• Source data:
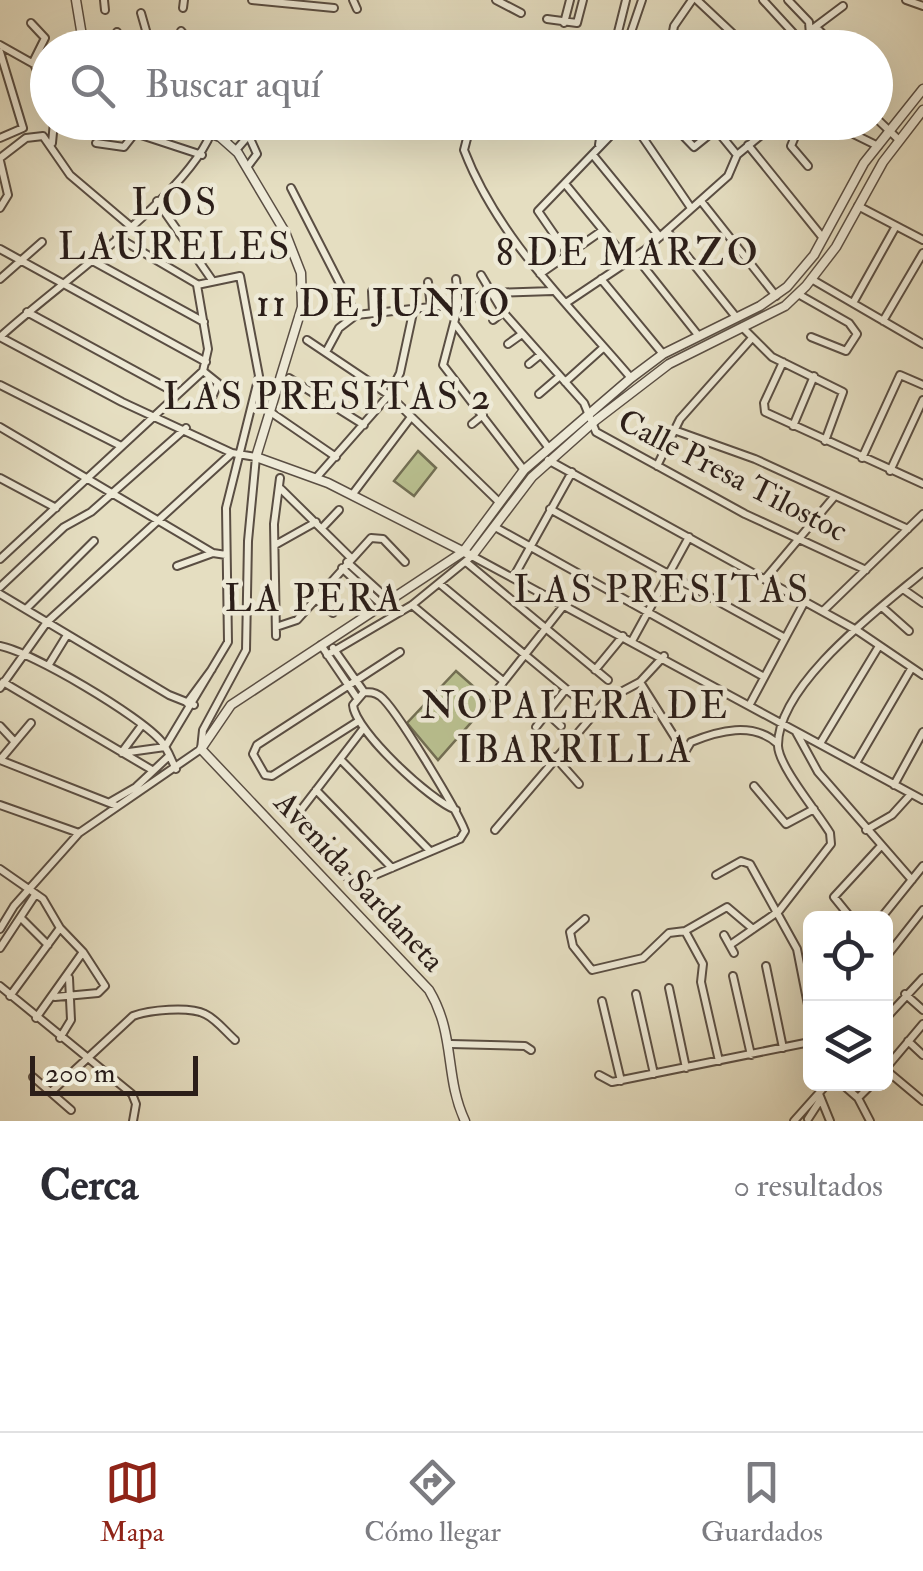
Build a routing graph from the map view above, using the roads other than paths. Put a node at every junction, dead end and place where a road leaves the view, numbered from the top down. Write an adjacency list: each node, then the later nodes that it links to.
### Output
1 (76, 0): 27 (street)
2 (104, 0): 19 (street)
3 (252, 0): 14 (street)
4 (353, 0): 18 (street)
5 (496, 0): 20 (street)
6 (570, 0): 24 (street)
7 (583, 0): 24 (street)
8 (626, 0): 29 (street)
9 (642, 0): 30 (street)
10 (694, 0): 31 (street); 32 (street)
11 (763, 0): 33 (street)
12 (788, 0): 25 (street)
13 (906, 0): 16 (street)
14 (314, 3): 17 (street)
15 (843, 6): 25 (street)
16 (923, 6)
17 (334, 8)
18 (357, 9)
19 (105, 10)
20 (521, 13)
21 (142, 14): 28 (street)
22 (548, 19): 24 (street)
23 (31, 23): 26 (street)
24 (564, 23)
25 (813, 29)
26 (42, 30)
27 (81, 30)
28 (146, 30)
29 (618, 30)
30 (632, 30)
31 (673, 30)
32 (728, 30)
33 (792, 30)
34 (0, 48): 35 (street); 40 (street)
35 (30, 61)
36 (923, 89): 38 (street)
37 (923, 110): 59 (street)
38 (893, 127)
39 (893, 135): 59 (street)
40 (4, 137): 65 (street)
41 (30, 138): 65 (street)
42 (44, 140): 61 (street)
43 (52, 140): 61 (street)
44 (129, 140): 60 (street)
45 (156, 140): 67 (street)
46 (209, 140): 67 (street)
47 (230, 140): 66 (street)
48 (245, 140): 66 (street)
49 (251, 140): 71 (street)
50 (467, 140): 94 (street)
51 (599, 140): 63 (street)
52 (606, 140): 63 (street)
53 (648, 140): 79 (street)
54 (724, 140): 69 (street)
55 (754, 140): 62 (street)
56 (794, 140): 72 (street)
57 (866, 140): 64 (street)
58 (883, 140): 64 (street)
59 (899, 140): 77 (street)
60 (96, 143)
61 (52, 144): 80 (street)
62 (748, 145): 69 (street); 85 (street)
63 (599, 146): 68 (street)
64 (878, 146): 85 (street)
65 (12, 148): 70 (street)
66 (236, 150): 71 (street)
67 (203, 153): 75 (street)
68 (592, 155): 73 (street); 83 (street)
69 (736, 155): 76 (street)
70 (0, 160): 78 (street)
71 (248, 166): 153 (street)
72 (808, 166)
73 (566, 185): 82 (street); 89 (street)
74 (291, 188): 119 (street)
75 (157, 201): 80 (street); 99 (street)
76 (701, 201): 79 (street); 109 (street)
77 (857, 206): 81 (street); 100 (street)
78 (0, 208)
79 (692, 208): 83 (street)
80 (129, 226): 84 (street)
81 (896, 226): 86 (street); 111 (street)
82 (603, 230): 89 (street); 91 (street)
83 (663, 234): 91 (street); 120 (street)
84 (116, 237): 92 (street); 103 (street)
85 (823, 238): 109 (street)
86 (923, 240)
87 (42, 242): 93 (street)
88 (0, 249): 93 (street)
89 (567, 252): 94 (street)
90 (923, 253): 122 (street)
91 (632, 259): 98 (street); 127 (street)
92 (91, 260): 102 (street); 123 (street)
93 (18, 263): 96 (street); 102 (street)
94 (540, 274): 105 (street)
95 (481, 275): 107 (street, Calle Presa Tilostoc)
96 (0, 279)
97 (456, 279): 112 (street)
98 (601, 279): 110 (street); 136 (street)
99 (212, 280): 103 (street); 168 (street)
100 (813, 280): 108 (street); 111 (street)
101 (428, 282): 113 (street)
102 (62, 284): 116 (street); 138 (street)
103 (197, 284): 123 (street)
104 (396, 290): 115 (street)
105 (554, 290): 107 (street); 110 (street)
106 (372, 291): 117 (street)
107 (488, 293): 112 (street); 118 (street, Calle Presa Tilostoc)
108 (798, 294): 125 (street); 129 (street)
109 (776, 296): 120 (street)
110 (566, 303): 134 (street)
111 (853, 303): 122 (street)
112 (459, 304): 113 (street); 124 (street)
113 (430, 307): 114 (street)
114 (414, 308): 115 (street); 150 (street)
115 (399, 310): 117 (street)
116 (27, 312): 128 (street); 148 (street)
117 (373, 312): 119 (street)
118 (502, 312): 121 (street); 126 (street, Calle Presa Tilostoc)
119 (356, 315): 135 (street)
120 (736, 317): 127 (street)
121 (493, 320)
122 (883, 321): 133 (street)
123 (204, 322): 138 (street)
124 (454, 324): 154 (street); 167 (street)
125 (742, 327): 130 (street); 159 (street)
126 (522, 334): 132 (street); 137 (street, Calle Presa Tilostoc)
127 (698, 335): 136 (street)
128 (0, 337): 156 (street)
129 (811, 337)
130 (752, 338): 139 (street); 164 (street)
131 (307, 340): 135 (street)
132 (508, 344)
133 (923, 344)
134 (604, 346): 144 (street); 145 (street)
135 (326, 352): 150 (street)
136 (663, 354): 144 (street)
137 (540, 356): 140 (street); 145 (street, Calle Presa Tilostoc)
138 (206, 362): 141 (street)
139 (783, 362): 142 (street); 161 (street)
140 (529, 364)
141 (203, 371): 148 (street); 151 (street)
142 (814, 376): 161 (street); 165 (street)
143 (289, 378): 160 (street)
144 (630, 378): 155 (street)
145 (562, 379): 149 (street); 155 (street, Calle Presa Tilostoc)
146 (0, 385): 166 (street)
147 (923, 385): 172 (street)
148 (176, 393): 156 (street)
149 (538, 394)
150 (389, 395): 157 (street); 160 (street)
151 (211, 400)
152 (923, 400): 175 (street)
153 (269, 411): 169 (street); 170 (street)
154 (483, 414): 158 (street); 174 (street)
155 (586, 414): 159 (street, Calle Presa Tilostoc); 167 (street)
156 (156, 416): 163 (street); 166 (street)
157 (411, 417): 184 (street); 186 (street)
158 (472, 424)
159 (591, 424): 171 (street); 173 (street, Calle Presa Tilostoc)
160 (364, 425): 170 (street)
161 (792, 426): 165 (street)
162 (0, 427): 178 (street)
163 (186, 428): 168 (street); 183 (street)
164 (674, 430): 173 (street); 185 (street)
165 (825, 441): 172 (street)
166 (121, 446): 178 (street)
167 (548, 446): 171 (street)
168 (236, 454): 169 (street); 191 (street); 201 (street)
169 (253, 457): 180 (street); 273 (street)
170 (336, 457): 180 (street)
171 (543, 458): 174 (street); 176 (street); 193 (street)
172 (862, 458): 175 (street)
173 (657, 466): 196 (street, Calle Presa Tilostoc)
174 (524, 470): 186 (street)
175 (890, 470): 181 (street)
176 (572, 472): 188 (street); 195 (street)
177 (0, 478): 187 (street)
178 (85, 478): 183 (street); 187 (street)
179 (280, 478): 182 (street)
180 (316, 478): 184 (street)
181 (922, 481)
182 (280, 488): 192 (street); 198 (street)
183 (111, 494): 191 (street); 214 (street)
184 (352, 496): 202 (street)
185 (834, 497): 194 (street); 196 (street)
186 (499, 502): 202 (street)
187 (56, 508): 203 (street)
188 (550, 509): 199 (street); 209 (street)
189 (339, 510): 192 (street)
190 (923, 514): 194 (street)
191 (154, 520): 200 (street); 226 (street)
192 (319, 525): 198 (street); 205 (street)
193 (494, 526): 199 (street); 202 (street)
194 (908, 529): 207 (street)
195 (689, 537): 209 (street); 211 (street)
196 (798, 539): 207 (street, Calle Presa Tilostoc); 211 (street)
197 (94, 541): 222 (street)
198 (274, 546): 215 (street)
199 (530, 546): 210 (street); 223 (street)
200 (212, 554): 201 (street); 206 (street)
201 (226, 555): 257 (street)
202 (467, 557): 210 (street); 212 (street); 218 (street); 227 (street)
203 (0, 559)
204 (405, 562): 205 (street)
205 (346, 563): 215 (street); 218 (street)
206 (177, 566)
207 (866, 570): 224 (street)
208 (923, 572): 213 (street)
209 (668, 575): 223 (street); 232 (street)
210 (513, 578): 220 (street)
211 (765, 579): 216 (street)
212 (440, 584): 219 (street); 240 (street)
213 (903, 589): 217 (street); 221 (street)
214 (0, 590): 222 (street)
215 (315, 599): 225 (street)
216 (804, 601): 224 (street); 232 (street)
217 (923, 603)
218 (386, 604): 234 (street)
219 (412, 604): 237 (street); 248 (street)
220 (565, 604): 227 (street); 231 (street)
221 (882, 607): 228 (street); 229 (street)
222 (26, 609): 226 (street)
223 (648, 612): 233 (street); 246 (street)
224 (823, 612): 228 (street)
225 (333, 613)
226 (47, 622): 230 (street); 239 (street)
227 (544, 628): 240 (street); 244 (street)
228 (858, 631): 236 (street); 260 (street)
229 (909, 632)
230 (67, 635): 242 (street); 257 (street)
231 (622, 636): 233 (street); 244 (street)
232 (785, 638): 246 (street)
233 (632, 641): 241 (street)
234 (325, 643): 237 (street); 273 (street)
235 (0, 646): 239 (street)
236 (879, 646): 243 (street); 270 (street)
237 (331, 652): 247 (street); 252 (street)
238 (400, 652): 247 (street)
239 (23, 654): 242 (street); 251 (street)
240 (524, 654): 248 (street); 253 (street)
241 (664, 656): 250 (street); 258 (street)
242 (48, 666): 262 (street)
243 (911, 669): 245 (street); 279 (street)
244 (596, 670): 249 (street)
245 (923, 675)
246 (764, 677): 258 (street)
247 (356, 680): 252 (street); 255 (street)
248 (503, 680): 254 (street)
249 (608, 680)
250 (640, 682): 271 (street); 276 (street)
251 (2, 685): 274 (street)
252 (347, 686): 255 (street); 263 (street)
253 (566, 689): 256 (street); 259 (street)
254 (496, 690)
255 (361, 695): 263 (street); 291 (street)
256 (584, 703)
257 (191, 704): 272 (street)
258 (750, 704): 260 (street)
259 (547, 713): 265 (street); 266 (street)
260 (782, 722): 267 (street); 271 (street)
261 (30, 724): 269 (street)
262 (142, 725): 272 (street); 274 (street)
263 (360, 725): 278 (street); 291 (street)
264 (0, 726): 269 (street)
265 (536, 726)
266 (561, 726)
267 (796, 731): 270 (street); 293 (street)
268 (923, 732): 283 (street)
269 (13, 740): 277 (street)
270 (821, 742): 279 (street)
271 (778, 744): 290 (street)
272 (166, 747): 274 (street); 275 (street)
273 (198, 752): 280 (street); 338 (street, Avenida Sardaneta)
274 (122, 753): 281 (street)
275 (169, 756): 280 (street); 281 (street)
276 (556, 757): 282 (street); 292 (street)
277 (0, 760): 288 (street)
278 (341, 760): 285 (street); 296 (street)
279 (856, 764): 283 (street)
280 (176, 769): 288 (street)
281 (152, 770): 288 (street)
282 (579, 784)
283 (894, 785): 286 (street)
284 (754, 786): 290 (street)
285 (316, 790): 298 (street); 298 (street)
286 (912, 794): 287 (street); 293 (street)
287 (923, 800)
288 (113, 804): 294 (street)
289 (0, 806): 294 (street)
290 (814, 809): 304 (street)
291 (456, 810): 296 (street)
292 (495, 830)
293 (866, 830): 295 (street)
294 (79, 833): 302 (street)
295 (880, 847): 301 (street); 305 (street)
296 (430, 851): 298 (street)
297 (923, 866): 301 (street)
298 (392, 868)
299 (0, 869): 302 (street)
300 (716, 875): 304 (street)
301 (912, 880): 306 (street)
302 (32, 892): 307 (street); 309 (street); 310 (street)
303 (923, 910): 316 (street)
304 (779, 911): 311 (street); 330 (street)
305 (846, 911)
306 (887, 911)
307 (22, 918): 314 (street); 315 (street)
308 (585, 919): 312 (street)
309 (60, 928): 314 (street); 317 (street)
310 (0, 929)
311 (752, 929): 312 (street); 313 (street)
312 (684, 931): 346 (street)
313 (724, 936)
314 (48, 945): 326 (street)
315 (0, 948)
316 (893, 948)
317 (81, 955): 320 (street); 328 (street)
318 (766, 966): 340 (street)
319 (734, 976): 342 (street)
320 (69, 977): 327 (street); 328 (street)
321 (923, 978): 325 (street)
322 (0, 986): 326 (street)
323 (669, 988): 347 (street)
324 (636, 994): 348 (street)
325 (904, 994): 331 (street); 332 (street)
326 (10, 996): 333 (street)
327 (54, 998): 328 (street); 333 (street)
328 (72, 999): 335 (street)
329 (602, 1001): 352 (street)
330 (807, 1001)
331 (893, 1009)
332 (923, 1010)
333 (36, 1018): 335 (street)
334 (923, 1024): 337 (street)
335 (60, 1038): 344 (street)
336 (235, 1040): 344 (street)
337 (908, 1041): 343 (street); 345 (street)
338 (450, 1044): 341 (street); 363 (street, Avenida Sardaneta)
339 (803, 1044): 340 (street)
340 (783, 1048): 342 (street)
341 (531, 1050)
342 (751, 1055): 346 (street)
343 (923, 1055)
344 (84, 1058): 356 (street); 362 (street)
345 (893, 1060)
346 (719, 1062): 347 (street)
347 (686, 1068): 348 (street)
348 (654, 1074): 352 (street)
349 (598, 1075): 352 (street)
350 (893, 1075): 359 (street)
351 (33, 1077): 356 (street)
352 (616, 1082)
353 (823, 1091): 357 (street)
354 (850, 1091): 358 (street)
355 (865, 1091): 358 (street)
356 (50, 1092): 360 (street)
357 (820, 1096): 361 (street); 365 (street)
358 (858, 1098): 366 (street)
359 (923, 1101)
360 (71, 1110)
361 (807, 1117): 364 (street)
362 (133, 1121)
363 (465, 1121)
364 (794, 1121)
365 (830, 1121)
366 (870, 1121)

• What you will do: Find the number of lines in the records that contain "Tilostoc", and write that number only.

• Answer for the task: 10